Task directions: From the records below, copy every line that contains the word "Huron".

----------------

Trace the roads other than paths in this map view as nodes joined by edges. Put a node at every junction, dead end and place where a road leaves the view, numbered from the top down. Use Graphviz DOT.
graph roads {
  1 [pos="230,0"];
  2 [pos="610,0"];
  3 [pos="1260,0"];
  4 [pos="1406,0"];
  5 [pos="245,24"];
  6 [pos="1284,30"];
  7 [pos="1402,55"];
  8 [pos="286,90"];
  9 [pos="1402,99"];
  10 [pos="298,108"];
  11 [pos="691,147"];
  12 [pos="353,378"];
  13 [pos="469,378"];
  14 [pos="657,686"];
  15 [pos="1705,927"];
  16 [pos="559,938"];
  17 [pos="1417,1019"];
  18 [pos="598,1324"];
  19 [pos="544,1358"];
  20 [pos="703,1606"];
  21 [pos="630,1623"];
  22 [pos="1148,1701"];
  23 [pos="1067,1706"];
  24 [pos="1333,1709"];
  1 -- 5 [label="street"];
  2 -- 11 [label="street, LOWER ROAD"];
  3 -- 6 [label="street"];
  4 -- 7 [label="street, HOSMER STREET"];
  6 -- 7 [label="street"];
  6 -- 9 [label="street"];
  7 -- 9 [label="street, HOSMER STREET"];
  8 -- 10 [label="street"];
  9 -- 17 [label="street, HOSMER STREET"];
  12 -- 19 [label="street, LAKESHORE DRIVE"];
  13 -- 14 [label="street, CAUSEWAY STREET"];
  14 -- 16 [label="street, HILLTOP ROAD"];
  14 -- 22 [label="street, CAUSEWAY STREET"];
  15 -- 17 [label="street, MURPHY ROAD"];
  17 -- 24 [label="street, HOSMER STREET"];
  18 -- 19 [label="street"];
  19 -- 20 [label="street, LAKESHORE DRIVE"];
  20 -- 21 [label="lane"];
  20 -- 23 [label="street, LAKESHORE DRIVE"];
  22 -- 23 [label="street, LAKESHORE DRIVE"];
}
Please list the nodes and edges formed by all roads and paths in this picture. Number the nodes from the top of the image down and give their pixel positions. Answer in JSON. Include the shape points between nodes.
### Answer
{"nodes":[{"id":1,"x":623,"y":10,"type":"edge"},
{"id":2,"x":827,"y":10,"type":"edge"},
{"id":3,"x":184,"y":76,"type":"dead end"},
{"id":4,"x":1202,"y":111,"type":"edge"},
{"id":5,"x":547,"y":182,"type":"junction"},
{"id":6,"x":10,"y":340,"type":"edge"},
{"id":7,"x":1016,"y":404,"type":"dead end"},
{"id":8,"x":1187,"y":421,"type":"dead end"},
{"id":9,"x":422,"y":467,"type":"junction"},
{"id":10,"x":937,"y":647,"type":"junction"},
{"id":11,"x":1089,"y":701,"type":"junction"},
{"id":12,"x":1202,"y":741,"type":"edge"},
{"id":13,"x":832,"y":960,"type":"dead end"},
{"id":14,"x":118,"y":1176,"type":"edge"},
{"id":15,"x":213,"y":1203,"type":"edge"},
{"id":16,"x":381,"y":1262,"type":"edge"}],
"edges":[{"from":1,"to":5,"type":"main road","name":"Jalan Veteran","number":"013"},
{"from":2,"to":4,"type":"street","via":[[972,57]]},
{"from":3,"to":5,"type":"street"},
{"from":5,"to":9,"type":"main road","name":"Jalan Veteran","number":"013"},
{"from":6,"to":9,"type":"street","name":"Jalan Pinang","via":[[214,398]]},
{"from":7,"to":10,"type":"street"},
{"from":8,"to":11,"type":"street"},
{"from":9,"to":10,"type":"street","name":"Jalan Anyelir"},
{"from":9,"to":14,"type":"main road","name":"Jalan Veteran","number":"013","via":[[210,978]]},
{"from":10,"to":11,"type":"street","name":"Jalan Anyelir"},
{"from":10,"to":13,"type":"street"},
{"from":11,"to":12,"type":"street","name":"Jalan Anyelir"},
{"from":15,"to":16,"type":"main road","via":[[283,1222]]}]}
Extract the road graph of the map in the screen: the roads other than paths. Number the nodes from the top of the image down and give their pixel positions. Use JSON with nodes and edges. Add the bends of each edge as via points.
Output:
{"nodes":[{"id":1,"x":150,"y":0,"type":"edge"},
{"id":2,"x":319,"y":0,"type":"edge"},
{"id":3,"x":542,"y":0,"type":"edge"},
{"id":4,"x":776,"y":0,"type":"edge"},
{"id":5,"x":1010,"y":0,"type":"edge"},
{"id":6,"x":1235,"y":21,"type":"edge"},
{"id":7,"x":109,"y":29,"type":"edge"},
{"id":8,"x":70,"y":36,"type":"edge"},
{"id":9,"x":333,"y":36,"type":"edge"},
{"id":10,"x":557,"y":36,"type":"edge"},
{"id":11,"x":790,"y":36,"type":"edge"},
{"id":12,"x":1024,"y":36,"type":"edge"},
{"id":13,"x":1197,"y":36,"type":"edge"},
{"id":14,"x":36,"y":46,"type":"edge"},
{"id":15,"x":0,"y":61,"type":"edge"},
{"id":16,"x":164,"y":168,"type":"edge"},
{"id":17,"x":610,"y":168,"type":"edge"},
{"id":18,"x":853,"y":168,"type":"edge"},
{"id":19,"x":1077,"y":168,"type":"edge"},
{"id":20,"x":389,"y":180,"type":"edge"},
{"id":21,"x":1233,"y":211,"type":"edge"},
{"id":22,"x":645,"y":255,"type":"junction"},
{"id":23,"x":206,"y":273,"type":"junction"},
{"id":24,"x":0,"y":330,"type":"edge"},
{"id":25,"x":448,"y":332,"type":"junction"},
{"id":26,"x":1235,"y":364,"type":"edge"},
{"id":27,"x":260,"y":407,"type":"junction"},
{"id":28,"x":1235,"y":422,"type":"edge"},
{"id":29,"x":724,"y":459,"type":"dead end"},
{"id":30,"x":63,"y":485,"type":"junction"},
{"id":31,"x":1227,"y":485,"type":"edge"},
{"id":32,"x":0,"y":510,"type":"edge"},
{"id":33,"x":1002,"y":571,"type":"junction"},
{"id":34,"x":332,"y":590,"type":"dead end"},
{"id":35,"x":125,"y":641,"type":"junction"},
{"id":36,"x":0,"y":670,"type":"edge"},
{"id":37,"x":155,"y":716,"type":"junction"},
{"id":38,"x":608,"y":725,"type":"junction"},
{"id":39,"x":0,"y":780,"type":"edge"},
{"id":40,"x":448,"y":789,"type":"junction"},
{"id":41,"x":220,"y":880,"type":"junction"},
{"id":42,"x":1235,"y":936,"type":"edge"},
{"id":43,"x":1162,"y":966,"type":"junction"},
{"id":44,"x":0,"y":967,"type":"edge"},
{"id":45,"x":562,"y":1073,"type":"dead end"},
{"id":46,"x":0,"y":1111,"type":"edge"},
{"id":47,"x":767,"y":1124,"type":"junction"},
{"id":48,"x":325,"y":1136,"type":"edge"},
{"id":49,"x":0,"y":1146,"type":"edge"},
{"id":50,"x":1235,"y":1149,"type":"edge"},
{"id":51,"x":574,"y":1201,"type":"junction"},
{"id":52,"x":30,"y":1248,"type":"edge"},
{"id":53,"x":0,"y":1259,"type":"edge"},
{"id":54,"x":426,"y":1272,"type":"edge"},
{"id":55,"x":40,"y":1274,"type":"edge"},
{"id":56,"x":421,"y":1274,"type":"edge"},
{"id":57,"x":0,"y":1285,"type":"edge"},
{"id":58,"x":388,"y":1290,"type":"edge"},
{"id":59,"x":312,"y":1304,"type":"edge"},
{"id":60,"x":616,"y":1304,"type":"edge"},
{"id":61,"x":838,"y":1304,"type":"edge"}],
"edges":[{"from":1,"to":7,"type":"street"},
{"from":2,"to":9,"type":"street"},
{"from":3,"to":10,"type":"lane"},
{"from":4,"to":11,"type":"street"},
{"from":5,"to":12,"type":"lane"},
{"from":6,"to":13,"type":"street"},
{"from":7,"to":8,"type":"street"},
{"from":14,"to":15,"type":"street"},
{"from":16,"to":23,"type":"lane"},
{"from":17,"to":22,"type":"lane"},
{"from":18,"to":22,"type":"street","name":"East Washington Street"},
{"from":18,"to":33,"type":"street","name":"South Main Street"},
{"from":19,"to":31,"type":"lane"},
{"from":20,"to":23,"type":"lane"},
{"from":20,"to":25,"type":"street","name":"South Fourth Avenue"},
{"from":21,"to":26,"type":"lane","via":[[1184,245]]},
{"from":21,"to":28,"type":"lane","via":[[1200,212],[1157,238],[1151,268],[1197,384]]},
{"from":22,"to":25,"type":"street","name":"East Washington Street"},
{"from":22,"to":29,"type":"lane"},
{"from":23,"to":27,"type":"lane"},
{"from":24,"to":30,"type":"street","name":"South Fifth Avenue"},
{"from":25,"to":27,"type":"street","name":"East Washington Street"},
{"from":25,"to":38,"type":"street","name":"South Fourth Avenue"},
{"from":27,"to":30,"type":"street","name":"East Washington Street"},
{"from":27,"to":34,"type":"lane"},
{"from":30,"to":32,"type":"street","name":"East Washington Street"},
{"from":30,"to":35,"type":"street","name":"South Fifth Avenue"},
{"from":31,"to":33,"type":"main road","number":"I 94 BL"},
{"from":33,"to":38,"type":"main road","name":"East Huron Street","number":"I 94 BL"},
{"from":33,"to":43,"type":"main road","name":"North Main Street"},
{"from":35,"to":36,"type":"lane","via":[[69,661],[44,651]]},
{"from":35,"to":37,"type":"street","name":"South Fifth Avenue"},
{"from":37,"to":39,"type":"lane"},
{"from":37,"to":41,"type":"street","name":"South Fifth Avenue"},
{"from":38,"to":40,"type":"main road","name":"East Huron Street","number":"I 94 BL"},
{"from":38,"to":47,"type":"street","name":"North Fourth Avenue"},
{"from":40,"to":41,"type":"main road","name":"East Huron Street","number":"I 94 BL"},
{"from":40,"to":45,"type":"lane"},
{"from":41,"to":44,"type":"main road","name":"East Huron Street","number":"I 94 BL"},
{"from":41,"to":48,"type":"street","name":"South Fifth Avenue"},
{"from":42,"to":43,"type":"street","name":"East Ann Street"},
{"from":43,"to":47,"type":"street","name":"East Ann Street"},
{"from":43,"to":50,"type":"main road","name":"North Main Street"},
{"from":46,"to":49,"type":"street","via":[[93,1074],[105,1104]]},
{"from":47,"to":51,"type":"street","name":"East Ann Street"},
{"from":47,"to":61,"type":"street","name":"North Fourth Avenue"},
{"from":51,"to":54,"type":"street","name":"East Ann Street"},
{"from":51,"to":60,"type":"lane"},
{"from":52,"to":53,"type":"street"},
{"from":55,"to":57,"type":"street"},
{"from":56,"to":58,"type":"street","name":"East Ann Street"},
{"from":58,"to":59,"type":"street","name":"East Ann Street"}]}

----------------

Output for this task:
{"from":33,"to":38,"type":"main road","name":"East Huron Street","number":"I 94 BL"},
{"from":38,"to":40,"type":"main road","name":"East Huron Street","number":"I 94 BL"},
{"from":40,"to":41,"type":"main road","name":"East Huron Street","number":"I 94 BL"},
{"from":41,"to":44,"type":"main road","name":"East Huron Street","number":"I 94 BL"},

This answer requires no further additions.